Sellers of Phony Opiate Addiction, Withdrawal Treatment Barred from Making False Claims
Sunrise Nutraceuticals and its principal Joshua Erickson will be required to pay $235,000 in damages and restitution
The peddlers of a bogus addiction treatment have run into trouble with the Federal Trade Commission (FTC).
Sunrise Nutraceuticals and its principal Joshua Erickson have settled FTC charges that they advertised Elimidrol, a powdered drink mix purported to be an at-home remedy for opiate-addicted consumers to overcome addiction and withdrawal, using false and misleading claims. The proposed stipulated order requires the defendants to have competent and reliable scientific evidence to back up claims for opiate-treatment products, bars deceptive claims for any health-related products, and requires them to pay $235,000 in damages and restitution.
"Opiate addiction has taken a tremendous toll on the American public," said Jessica Rich, in a written statement. Rich is the Director of the FTC's Bureau of Consumer Protection. "By peddling their unproven product, these defendants have prevented people from seeking legitimate treatment."

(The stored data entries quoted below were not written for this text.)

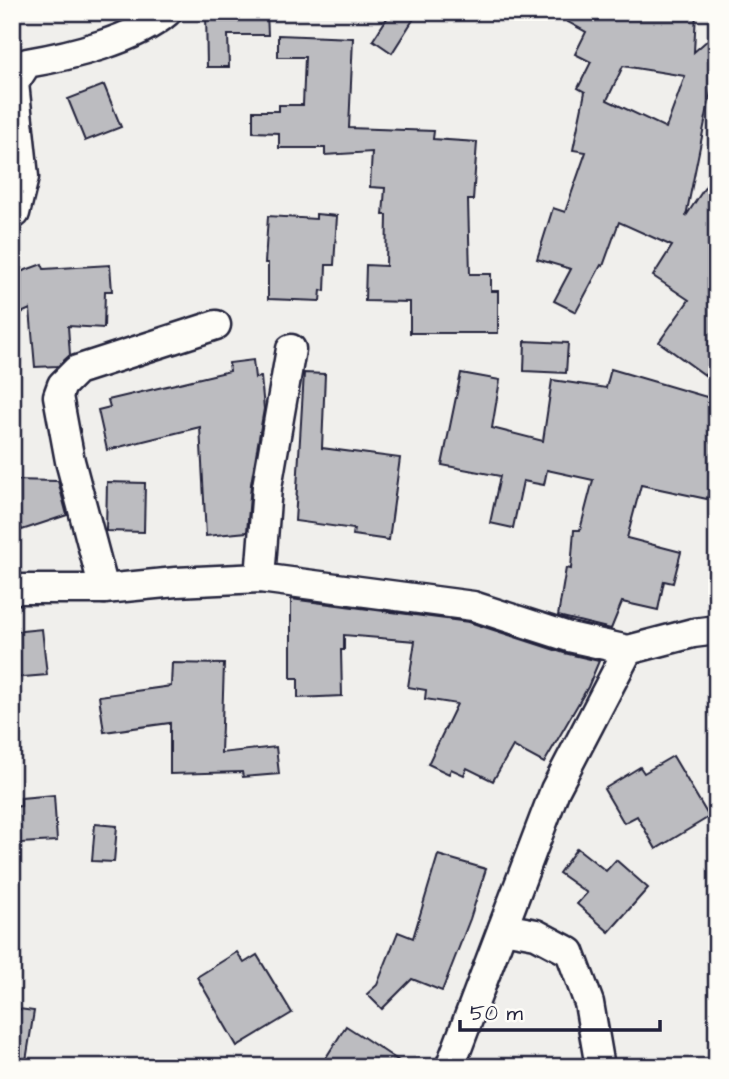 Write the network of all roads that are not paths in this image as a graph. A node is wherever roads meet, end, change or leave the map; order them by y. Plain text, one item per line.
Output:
1 (167, 12) edge
2 (12, 214) edge
3 (216, 325) dead end
4 (291, 349) dead end
5 (260, 578) junction
6 (12, 589) edge
7 (104, 589) junction
8 (717, 630) edge
9 (628, 650) junction
10 (503, 928) junction
11 (450, 1067) edge
12 (600, 1067) edge

1 - 2 street
3 - 7 street
4 - 5 street
5 - 7 street
5 - 9 street
6 - 7 street
8 - 9 street
9 - 10 street
10 - 11 street
10 - 12 street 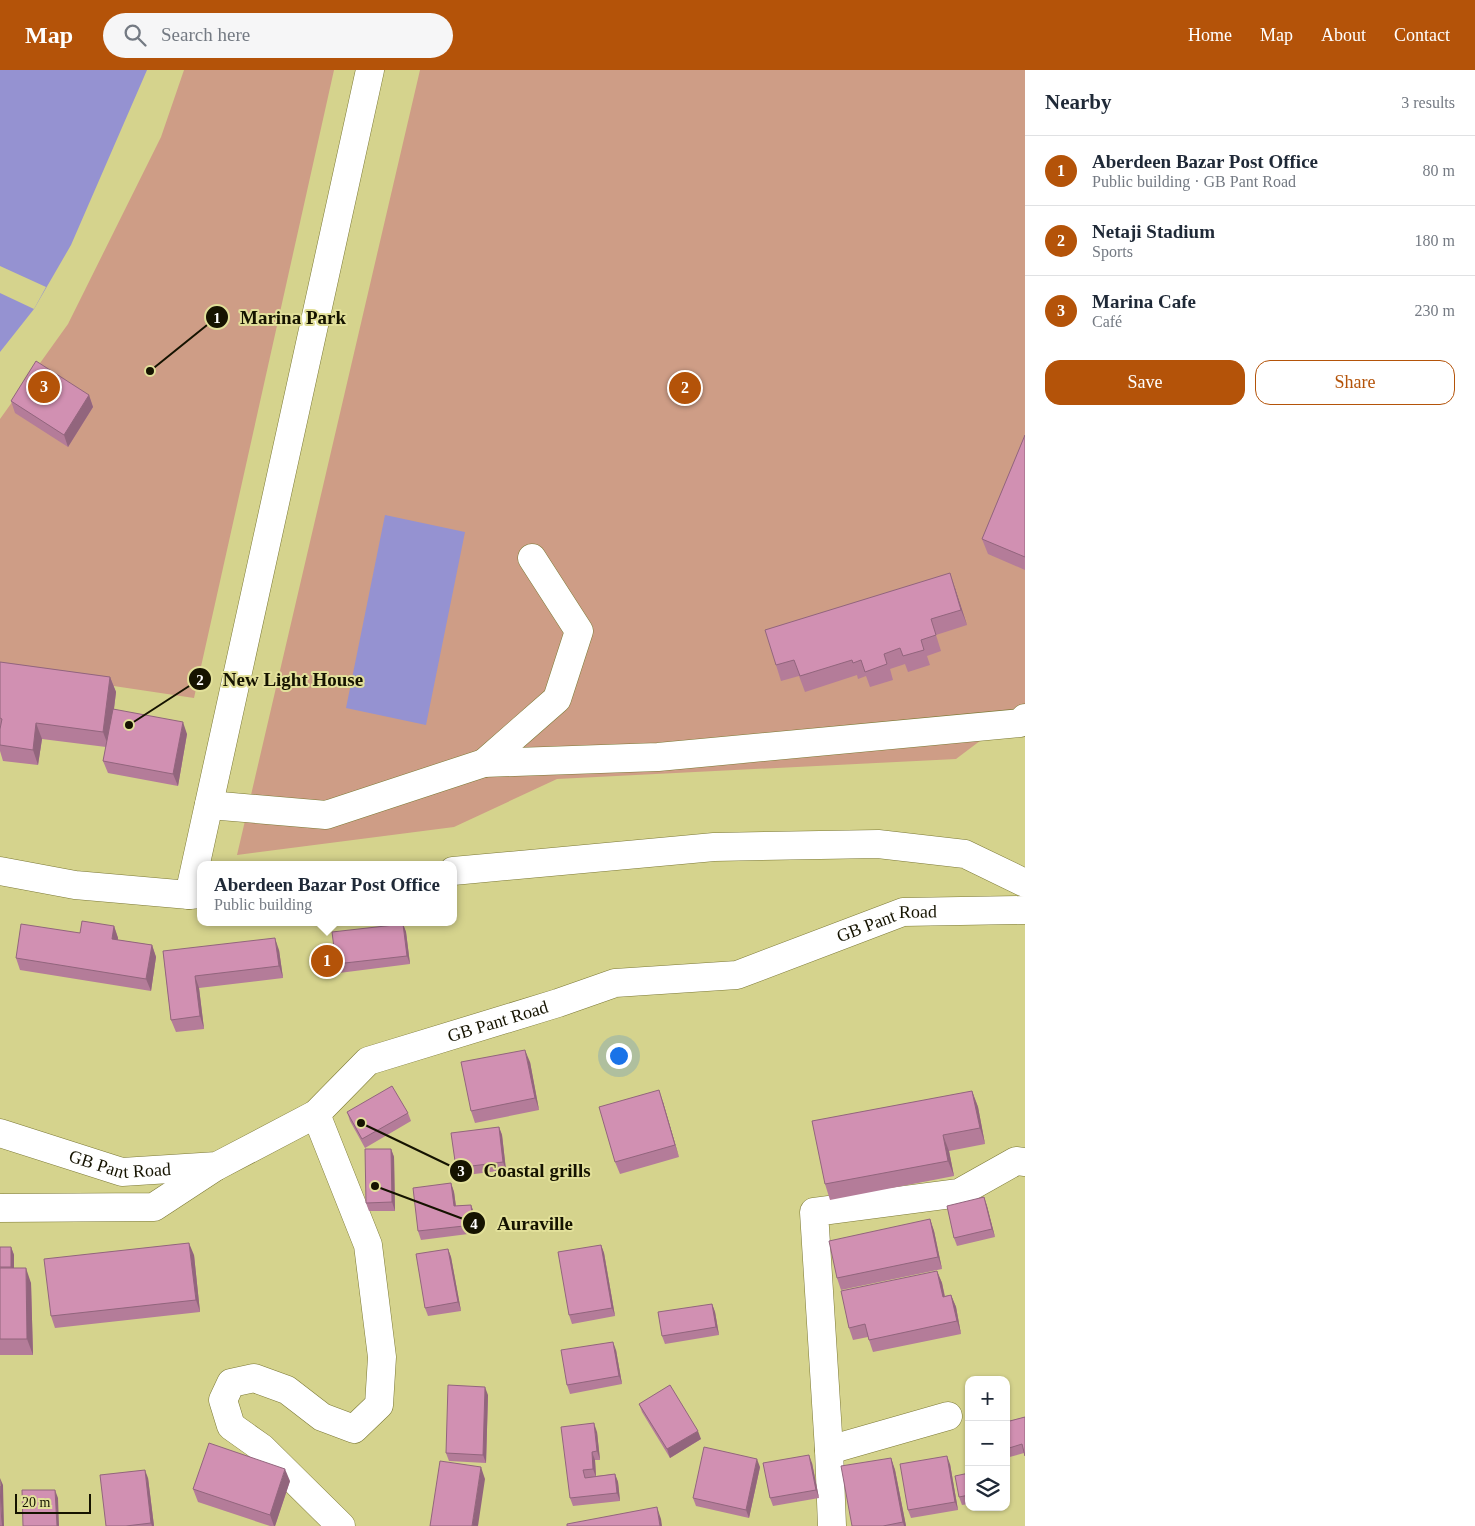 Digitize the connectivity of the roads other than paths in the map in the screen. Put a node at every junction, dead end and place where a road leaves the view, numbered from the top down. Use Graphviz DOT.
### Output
graph roads {
  1 [pos="370,70"];
  2 [pos="532,558"];
  3 [pos="1025,718"];
  4 [pos="484,763"];
  5 [pos="209,805"];
  6 [pos="200,861"];
  7 [pos="0,871"];
  8 [pos="457,871"];
  9 [pos="197,882"];
  10 [pos="1025,883"];
  11 [pos="195,895"];
  12 [pos="1025,910"];
  13 [pos="316,1114"];
  14 [pos="0,1133"];
  15 [pos="1025,1162"];
  16 [pos="217,1166"];
  17 [pos="0,1208"];
  18 [pos="948,1416"];
  19 [pos="830,1450"];
  20 [pos="341,1526"];
  21 [pos="832,1526"];
  1 -- 5 [label="street"];
  2 -- 4 [label="street"];
  3 -- 4 [label="street"];
  4 -- 5 [label="street"];
  5 -- 6 [label="street"];
  7 -- 11 [label="street"];
  8 -- 10 [label="street"];
  9 -- 11 [label="street"];
  12 -- 13 [label="street, GB Pant Road"];
  13 -- 16 [label="street, GB Pant Road"];
  13 -- 20 [label="street"];
  14 -- 16 [label="street, GB Pant Road"];
  15 -- 19 [label="street"];
  16 -- 17 [label="street"];
  18 -- 19 [label="street"];
  19 -- 21 [label="street"];
} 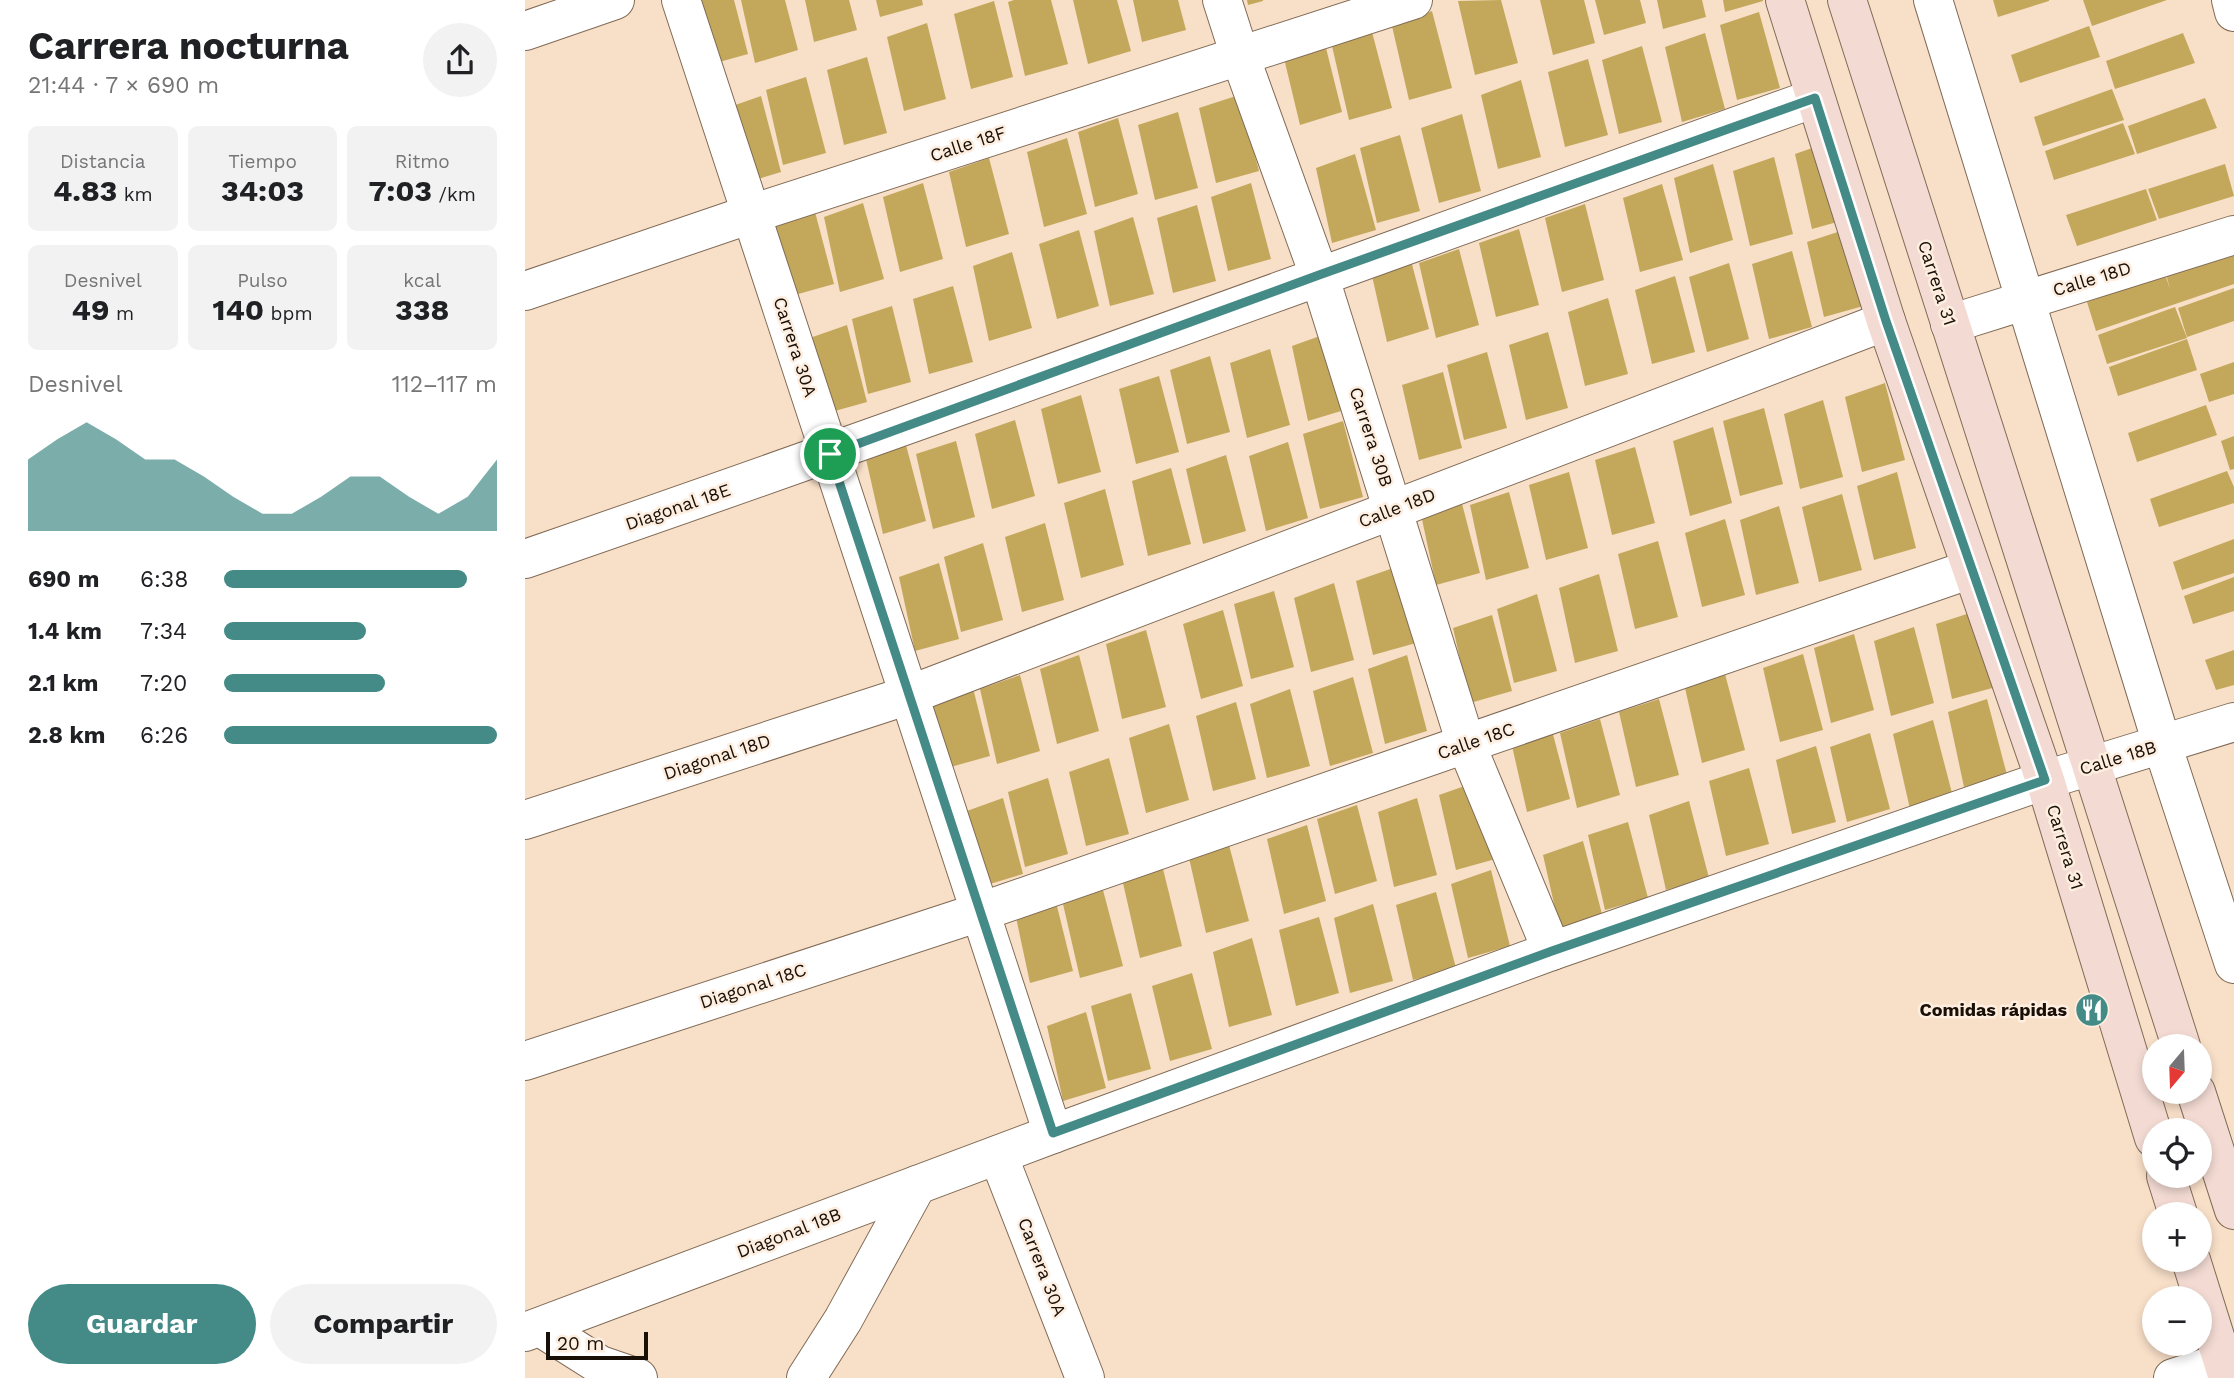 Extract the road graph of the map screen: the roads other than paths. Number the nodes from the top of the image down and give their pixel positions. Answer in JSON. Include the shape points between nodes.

According to the FTC's November 2015 complaint, Sunrise Nutraceuticals dishonestly claimed that the combination of vitamins, minerals, and herbs in Elimidrol would relieve symptoms of opiate withdrawal and increase consumers' likelihood of overcoming opiate addiction.
In advertisements featured on its website, Sunrise claimed that Elimidrol would help users "permanently overcome withdrawal – the first time" and "leave addiction behind permanently." The ads also asserted that "Elimidrol is the difference between just another failed attempt and lifelong success." These claims are unsubstantiated, according to the FTC.
The proposed stipulated court order prohibits Erickson and Sunrise Nutraceuticals from making statements regarding the treatment of opiate dependence, addiction, or withdrawal, unless they have reliable clinical testing to support such claims.
While Elimidrol is still available for purchase at the Sunrise Nutraceuticals website, the website includes no mention of the product's capacity to treat opiate withdrawal symptoms or addictions. It is now marketed only as a supplement that will stimulate "comfort, calmness, healthy mental & emotional balance, while supporting a positive mood and overall well-being."
The proposed order imposes a judgment of nearly $1.4 million, with all but $235,000 suspended based on the ability of Sunrise Nutraceuticals and Joshua Erickson to pay. If they are later found to have misrepresented their financial condition, the entire judgment will become due.